Mise en place d’une prévisualisation
Avec cette solution de déploiement périodique, les personnes qui contribuent devaient attendre une demi-heure pour voir leur contribution en ligne. C’est un délai très long pour faire des itérations. Pour permettre une visualisation immédiate nous avons mis en place une page de prévisualisation directement dans Grist. Cela repose sur une fonctionnalité très élégante de Grist, les custom widgets. Plus précisément, Grist permet l’intégration d’iframes dans ses vues avec un canal de communication sécurisé entre les deux pages. C’est une des sources de la très grande modularité et flexibilité de Grist.
La page dédiée à la prévisualisation fonctionne comme la page d’affichage normal d’une réponse mais sa logique fait l’hypothèse d’être intégrée à Grist via une iframe et d’accéder directement à des données.
Prise en compte du texte formaté
Enfin, pour terminer cet article je voulais présenter la solution mise en place pour la gestion du texte formaté. En effet, l’une des forces du collectif Nos services publics est sa capacité d’analyse et de faire le lien avec les données sous-jacentes, fiables. Le texte formaté permet de mettre en avant avec du gras et de mettre des liens vers des ressources externes. Il n’était pas envisageable de demander aux contributeurises de saisir du texte en HTML. Il fallait aussi que les personnes puissent faire des copiers-collers depuis leurs différents outils dans lequel elles avaient fait le travail rédactionnel.
Une fois de plus Grist vient à notre rescousse avec, là encore, un custom widget directement mis à disposition par Grist (et sa communauté). En effet, il s’agit du Notepad widget qui permet exactement de modifier du texte formaté avec une interface classique (basée sur Quilljs). Cela étant dit, le format utilisé par Quill (et donc Grist) pour modéliser du texte formatté n’est pas de l’HTML.
Étant donné que Grist est un logiciel open source, j’ai pu proposer une amélioration de ce Notepad widget qui permet d’exporter dans Grist l’équivalent HTML qui est bien plus facile à intégrer ailleurs.
Nous avons temporairement utilisé la version corrigée de mon côté. En 3 jours, mon amélioration a été intégrée et pouvait déjà être réutilisée par d’autres personnes de la communauté de Grist. Cette amélioration a ensuite été mise en avant dans la newsletter mensuelle de juine 2024 de Grist avec une démonstration.
Voilà comment en moins d’une semaine, ce comparateur aura donc pu voir le jour. 🎉
Pour terminer, je partage une reflexion partagée lors de notre rétrospective, organisée la semaine suivant le second tour des élections.
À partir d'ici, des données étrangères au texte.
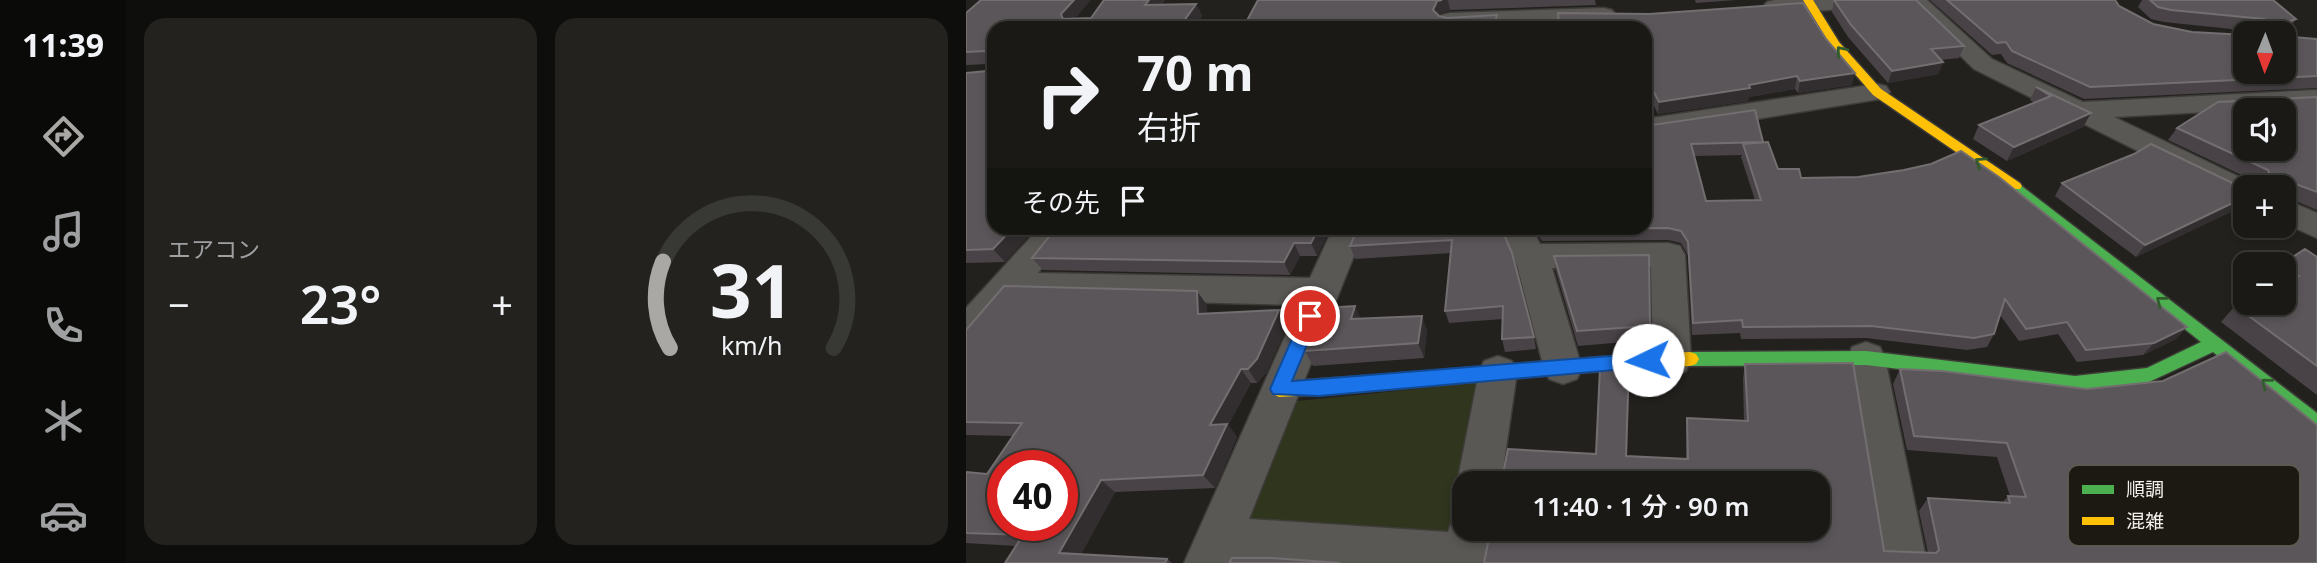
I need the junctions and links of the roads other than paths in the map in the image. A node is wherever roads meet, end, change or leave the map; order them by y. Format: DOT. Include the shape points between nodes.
graph roads {
  1 [pos="1867,0"];
  2 [pos="1913,0"];
  3 [pos="1809,3"];
  4 [pos="1758,8"];
  5 [pos="1622,15"];
  6 [pos="1452,16"];
  7 [pos="1877,92"];
  8 [pos="2317,98"];
  9 [pos="2077,110"];
  10 [pos="1652,127"];
  11 [pos="2233,186"];
  12 [pos="2296,216"];
  13 [pos="2317,227"];
  14 [pos="1051,235"];
  15 [pos="1346,235"];
  16 [pos="1523,242"];
  17 [pos="1007,285"];
  18 [pos="1321,292"];
  19 [pos="966,332"];
  20 [pos="2214,343"];
  21 [pos="1866,358"];
  22 [pos="1672,360"];
  23 [pos="1563,369"];
  24 [pos="1498,372"];
  25 [pos="1279,389"];
  26 [pos="2317,424"];
  27 [pos="1481,471"];
  28 [pos="1469,541"];
  29 [pos="1213,552"];
  30 [pos="1903,563"];
  1 -- 3 [label="street"];
  2 -- 9 [label="street" via="1983,64"];
  3 -- 4 [label="street"];
  7 -- 3 [label="street, one-way" via="1835,44"];
  5 -- 6 [label="street"];
  7 -- 10 [label="street"];
  20 -- 7 [label="street, one-way" via="2007,180"];
  8 -- 9 [label="street"];
  9 -- 11 [label="street"];
  12 -- 13 [label="street"];
  14 -- 17 [label="street"];
  15 -- 18 [label="street"];
  16 -- 22 [label="street" via="1668,255"];
  16 -- 23 [label="street"];
  17 -- 18 [label="street"];
  17 -- 19 [label="street"];
  18 -- 25 [label="street"];
  20 -- 21 [label="street" via="2149,374 2075,383"];
  26 -- 20 [label="street, one-way"];
  21 -- 22 [label="street"];
  21 -- 30 [label="street"];
  22 -- 23 [label="street" via="1623,360"];
  23 -- 24 [label="street"];
  24 -- 25 [label="street"];
  24 -- 27 [label="street"];
  25 -- 29 [label="street"];
  28 -- 29 [label="street" via="1466,556"];
}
Nous sommes nombreuses et nombreux à avoir souligné la situation d’urgence absolue, une urgence qui a été un moteur pour nos travaux et notre implication. Cette urgence reflète aussi une situation exceptionnelle, non durable et difficilement réplicable.
Pour moi, cela renforce la pertinence de la mise en place d’équipes responsables et autonomes telles qu’elles ont existé au sein de beta.gouv.fr et dans certains collectifs militants comme ceux de Nos retraites et de Nos services publics.